ECT Today: The Good It Can Do

Dr Stone's vivid description of the military's abusive use of ECT 50 years ago -- while compelling to read from an historical perspective --  should in no way be confused with ECT today. Contemporary ECT is practiced to high standards of medical care and with fully informed consent. What remains relevant to 21st century practice from his memoir is that dramatic recoveries among the sickest psychiatric patients are still common with ECT.

Both the exclusively psychoanalytic treatment Dr Stone describes at McLean Hospital in the late 1950s and the horrific use of ECT at Fitzsimmons Army Hospital were unethical -- even according to standards of that time.1 While both practices may have been well intended, there was ample evidence available to know that ECT was necessary for severely ill patients and that, if prescribed, it should be given in modified form (ie, with general anesthesia and muscle relaxation). Barbiturate anesthesia, succinylcholine for muscle relaxation, and ventilation with oxygen had all been introduced to ECT technique in the early 1950s.2 Thus, at Mclean Hospital, patients were denied access to life-saving treatment, and at Fitzsimmons Army Hospital they were indiscriminately prescribed an outmoded form of therapy.  One empathizes with Dr Stone’s subservient position while a resident and later as a subordinate Army officer, but wishes -- as he does now - - that he could have been more assertive in standing up for his patients’ right to appropriate treatment.

ECT is the only “somatic” treatment from the early 20th century that has survived. It has done so because of its unparalleled efficacy and safety. ECT is the most effective antidepressant treatment we have; response rates are typically in the 60% to 90% range.3-5 Because ECT is rarely given as a first line treatment, most ECT patients have already proven refractory to multiple trials of antidepressant and other psychotropic medications. Severely suicidal or catatonic patients often improve dramatically within 1 to 3 weeks of starting an ECT course. Interestingly, the most severely ill patients respond best to ECT; high severity of depressive symptoms, presence of melancholic and catatonic features, and psychosis all predict better outcomes with ECT.6,7 Where else in medicine is severity of illness a predictor of good outcome?

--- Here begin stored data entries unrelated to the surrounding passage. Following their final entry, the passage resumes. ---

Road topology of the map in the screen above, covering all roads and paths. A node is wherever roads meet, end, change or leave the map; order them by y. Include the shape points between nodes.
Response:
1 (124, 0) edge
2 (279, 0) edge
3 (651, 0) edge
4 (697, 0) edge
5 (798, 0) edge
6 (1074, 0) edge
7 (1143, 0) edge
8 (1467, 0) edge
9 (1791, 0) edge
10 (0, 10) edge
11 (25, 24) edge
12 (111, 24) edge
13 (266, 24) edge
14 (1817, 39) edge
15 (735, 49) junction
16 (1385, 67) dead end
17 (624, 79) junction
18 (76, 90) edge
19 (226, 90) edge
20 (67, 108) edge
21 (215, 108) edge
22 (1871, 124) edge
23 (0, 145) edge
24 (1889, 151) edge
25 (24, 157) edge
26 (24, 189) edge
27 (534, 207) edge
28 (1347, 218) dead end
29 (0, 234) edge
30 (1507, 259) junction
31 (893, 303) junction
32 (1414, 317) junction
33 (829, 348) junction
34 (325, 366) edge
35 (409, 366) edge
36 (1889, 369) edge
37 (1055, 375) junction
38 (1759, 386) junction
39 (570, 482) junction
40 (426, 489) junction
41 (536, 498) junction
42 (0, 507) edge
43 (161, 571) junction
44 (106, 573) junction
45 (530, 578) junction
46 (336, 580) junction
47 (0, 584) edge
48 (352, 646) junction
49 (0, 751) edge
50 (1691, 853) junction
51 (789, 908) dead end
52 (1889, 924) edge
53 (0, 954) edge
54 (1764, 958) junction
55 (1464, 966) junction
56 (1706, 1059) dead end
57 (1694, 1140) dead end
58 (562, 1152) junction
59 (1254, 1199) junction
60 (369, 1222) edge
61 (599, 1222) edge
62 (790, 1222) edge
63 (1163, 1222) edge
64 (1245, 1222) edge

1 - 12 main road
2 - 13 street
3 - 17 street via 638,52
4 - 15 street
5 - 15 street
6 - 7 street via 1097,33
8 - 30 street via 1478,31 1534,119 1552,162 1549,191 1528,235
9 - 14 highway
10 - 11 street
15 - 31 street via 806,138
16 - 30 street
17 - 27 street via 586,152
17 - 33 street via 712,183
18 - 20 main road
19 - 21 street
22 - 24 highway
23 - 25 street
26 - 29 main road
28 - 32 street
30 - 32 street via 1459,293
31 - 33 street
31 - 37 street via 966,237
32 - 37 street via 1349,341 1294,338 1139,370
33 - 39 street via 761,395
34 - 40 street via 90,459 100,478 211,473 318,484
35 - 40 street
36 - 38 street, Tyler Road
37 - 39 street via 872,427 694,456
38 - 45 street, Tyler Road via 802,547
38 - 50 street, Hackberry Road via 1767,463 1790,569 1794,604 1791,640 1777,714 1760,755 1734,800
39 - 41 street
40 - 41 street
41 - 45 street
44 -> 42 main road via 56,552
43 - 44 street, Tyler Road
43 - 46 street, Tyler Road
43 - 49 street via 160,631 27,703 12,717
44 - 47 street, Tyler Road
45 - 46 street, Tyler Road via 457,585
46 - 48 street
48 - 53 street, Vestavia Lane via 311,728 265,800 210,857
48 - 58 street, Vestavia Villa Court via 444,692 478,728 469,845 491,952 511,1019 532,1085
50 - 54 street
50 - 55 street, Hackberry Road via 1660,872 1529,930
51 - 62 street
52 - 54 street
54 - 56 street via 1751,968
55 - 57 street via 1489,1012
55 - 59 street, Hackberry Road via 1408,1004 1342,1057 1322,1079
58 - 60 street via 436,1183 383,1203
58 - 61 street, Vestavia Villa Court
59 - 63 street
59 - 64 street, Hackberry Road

The technique of ECT has evolved over the years to the point that it is now a fully safe and painless procedure with a very acceptable side effect profile.8,9 Right unilateral electrode placement, brief pulse, and ultrabrief pulse stimulus waveforms all allow for reductions in cognitive impairment, such that most patients experience an acceptable level of largely transient memory impairment.10 Patients who are more urgently ill should still be treated with bilateral electrode placement because of its proven greater efficacy and speed of action.11 Much of the ECT in the United States is given on an outpatient basis; patients typically have their treatment in the morning and can leave the treating facility in about an hour after the procedure. Of course, the most severely ill patients, particularly those who are very suicidal, psychotic or catatonic, may still need to be cared for on an inpatient psychiatric unit.12

Fully informed consent is a feature of contemporary ECT in the United States and many other countries.13 In fact, because ECT is so closely scrutinized, more attention is paid to the process of informed consent with ECT than for most other medical procedures. Patients are given detailed information about the medical and cognitive risks of ECT; when balanced against the risks of remaining seriously depressed, many patients choose to have the treatment.

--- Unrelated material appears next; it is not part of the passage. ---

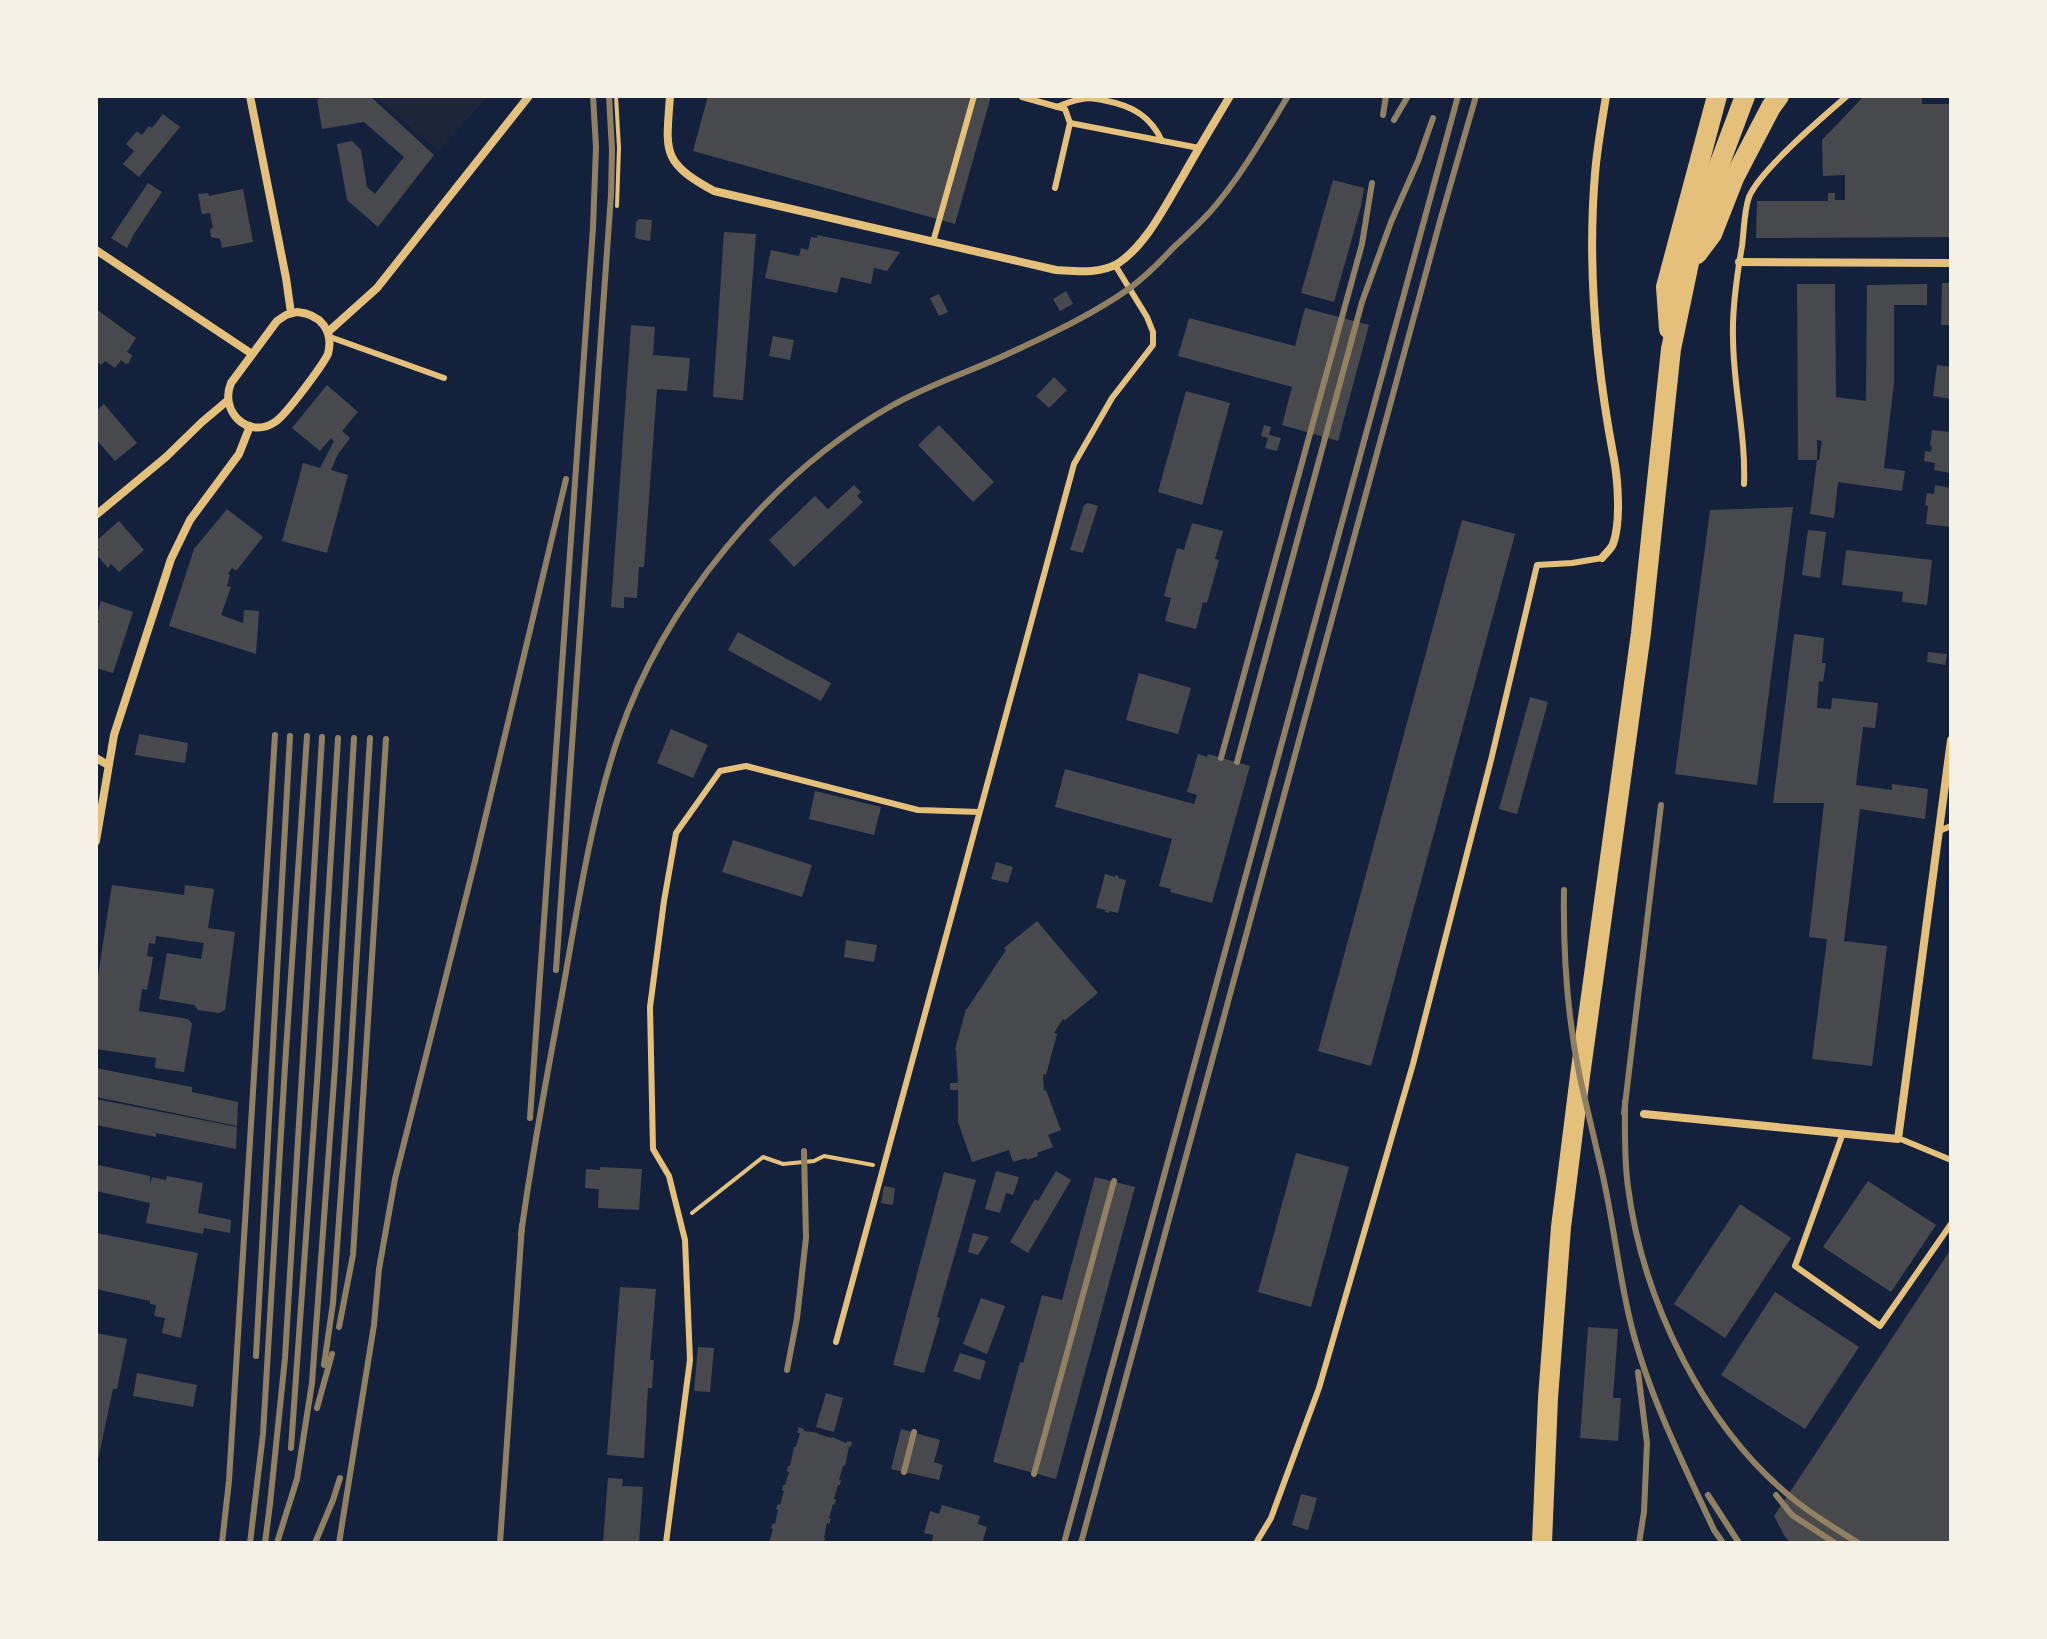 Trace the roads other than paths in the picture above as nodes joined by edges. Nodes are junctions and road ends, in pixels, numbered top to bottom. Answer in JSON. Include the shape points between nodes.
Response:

Unfortunately, the stigma surrounding ECT impedes the acceptance of the treatment by both patients and practitioners. While progress is being made on this front,  active efforts of the antipsychiatry movement are an ongoing worry.14,15 Standing up for our patients’ right to appropriate treatment in 2010 means being willing to prescribe ECT when it is indicated; not allowing ourselves to be intimidated by sensationalist misinformation; and continuing to educate ourselves, our colleagues and our patients about the proper role of ECT in the treatment of severe psychiatric illness. All psychiatrists should know when to refer appropriately diagnosed patients for ECT.  Dr Stone's memoir reminds us of just how far psychiatric practice has come in 50 years, and also that some of our desperately ill patients still need ECT, but in its modern form.